António Caseiro (Mestre em Fiscalidade)

Fiscalidade

Regime contributivo dos trabalhadores independentes

O Decreto Lei n.º 2/2018 publicado em 9 de janeiro, altera o Regime contributivo dos trabalhadores independentes - RCTI. Dada a natureza abrangente destas alterações é importante que todos tenham conhecimento atempado. As alterações referentes às entidades contratantes entram em vigor em 1/1/2018 e as alterações referentes aos trabalhadores independentes entram em vigor em 1/1/2019.

De entre as alterações mais importantes destacam-se: a revisão das regras para determinação do montante de contribuições a pagar pelos trabalhadores independentes de modo a que estas contribuições tenham como referencial os meses mais recentes de rendimento e a reavaliação do regime das entidades contratantes

As pessoas coletivas e as pessoas singulares com atividade empresarial, independentemente da sua natureza e das finalidades que prossigam, que no mesmo ano civil beneficiem de mais de 50 % do valor total da atividade de trabalhador independente, são abrangidas pelo presente regime na qualidade de entidades contratantes.

A qualidade de entidade contratante é apurada apenas relativamente aos trabalhadores independentes que se encontrem sujeitos ao cumprimento da obrigação de contribuir e tenham um rendimento anual obtido com prestação de serviços igual ou superior a seis vezes o valor do IAS ( 6 x € 428,90 = € 2.573,40).

A partir de janeiro de 2018 a taxa contributiva é de 10% nas situações em que a dependência económica é superior a 80% e 7% nas restantes situações.

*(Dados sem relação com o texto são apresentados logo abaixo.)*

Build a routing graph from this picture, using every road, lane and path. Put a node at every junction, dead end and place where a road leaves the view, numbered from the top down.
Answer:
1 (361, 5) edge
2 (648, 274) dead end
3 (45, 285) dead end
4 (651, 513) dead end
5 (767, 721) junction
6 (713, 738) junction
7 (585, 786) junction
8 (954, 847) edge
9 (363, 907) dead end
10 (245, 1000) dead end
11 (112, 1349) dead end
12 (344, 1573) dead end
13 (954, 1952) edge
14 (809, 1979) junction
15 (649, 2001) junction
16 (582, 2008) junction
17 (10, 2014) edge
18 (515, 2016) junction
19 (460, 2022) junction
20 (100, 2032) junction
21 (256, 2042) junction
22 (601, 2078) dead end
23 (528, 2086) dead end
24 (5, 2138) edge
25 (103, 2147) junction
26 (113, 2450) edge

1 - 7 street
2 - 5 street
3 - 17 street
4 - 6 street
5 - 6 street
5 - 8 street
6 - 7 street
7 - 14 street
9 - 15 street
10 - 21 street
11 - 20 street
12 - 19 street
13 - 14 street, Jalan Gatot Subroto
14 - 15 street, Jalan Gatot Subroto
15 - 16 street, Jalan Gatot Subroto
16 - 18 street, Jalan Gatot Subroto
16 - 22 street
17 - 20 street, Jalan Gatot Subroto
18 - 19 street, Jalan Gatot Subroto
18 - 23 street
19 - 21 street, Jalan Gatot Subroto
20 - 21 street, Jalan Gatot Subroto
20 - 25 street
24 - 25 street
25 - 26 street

Estão excluídos deste regime, a partir de janeiro de 2019, os titulares de rendimentos da categoria B do IRS resultantes exclusivamente de: i) Produção de eletricidade para autoconsumo ou através de unidades de pequena produção a partir de energias renováveis, nos termos previstos no regime jurídico próprio;

ii) Contratos de arrendamento e de arrendamento urbano para alojamento local em moradia ou apartamento, nos termos previstos no regime jurídico próprio.

No caso de primeiro enquadramento no regime dos trabalhadores independentes, este só produz efeitos no primeiro dia do 12.º mês posterior ao do início de atividade.

A obrigação contributiva dos trabalhadores independentes compreende o pagamento de contribuições e a declaração dos valores correspondentes à atividade exercida.

Os trabalhadores independentes, quando sujeitos ao cumprimento da obrigação contributiva, são obrigados a declarar trimestralmente:

a) O valor total dos rendimentos associados à produção e venda de bens;

b) O valor total dos rendimentos associados à prestação de serviços.

Na declaração referida no número anterior são ainda identificados outros rendimentos necessários ao apuramento do rendimento relevante dos trabalhadores independentes, nos termos previstos na legislação regulamentar.

A declaração é efetuada até ao último dia dos meses de abril, julho, outubro e janeiro, relativamente aos rendimentos obtidos nos três meses imediatamente anteriores.

Com a suspensão ou cessação da atividade, o trabalhador independente deve efetuar a declaração trimestral no momento declarativo imediatamente posterior.

Independentemente da sujeição ao cumprimento de obrigação contributiva, no mês de janeiro, os trabalhadores independentes devem confirmar ou declarar os valores dos rendimentos relativos ao ano civil anterior.

Esta obrigação não se aplica aos trabalhadores independentes cujo rendimento relevante seja apurado com base no lucro tributável.

Os trabalhadores independentes ficam isentos de contribuir para este regime, quando o rendimento relevante mensal, apurado trimestralmente, seja de montante inferior a 4 vezes o valor do IAS e acumulem atividade independente com atividade profissional por conta de outrem, desde que se verifiquem cumulativamente as seguintes condições:

Atividades prestadas a empresas distintas e que não tenham entre si uma relação de domínio ou de grupo;

Tenham, enquadramento obrigatório noutro regime que cubra as eventualidades do regime dos trabalhadores independentes, e

Remuneração mensal média para o outro regime seja maior ou igual a € 428,90.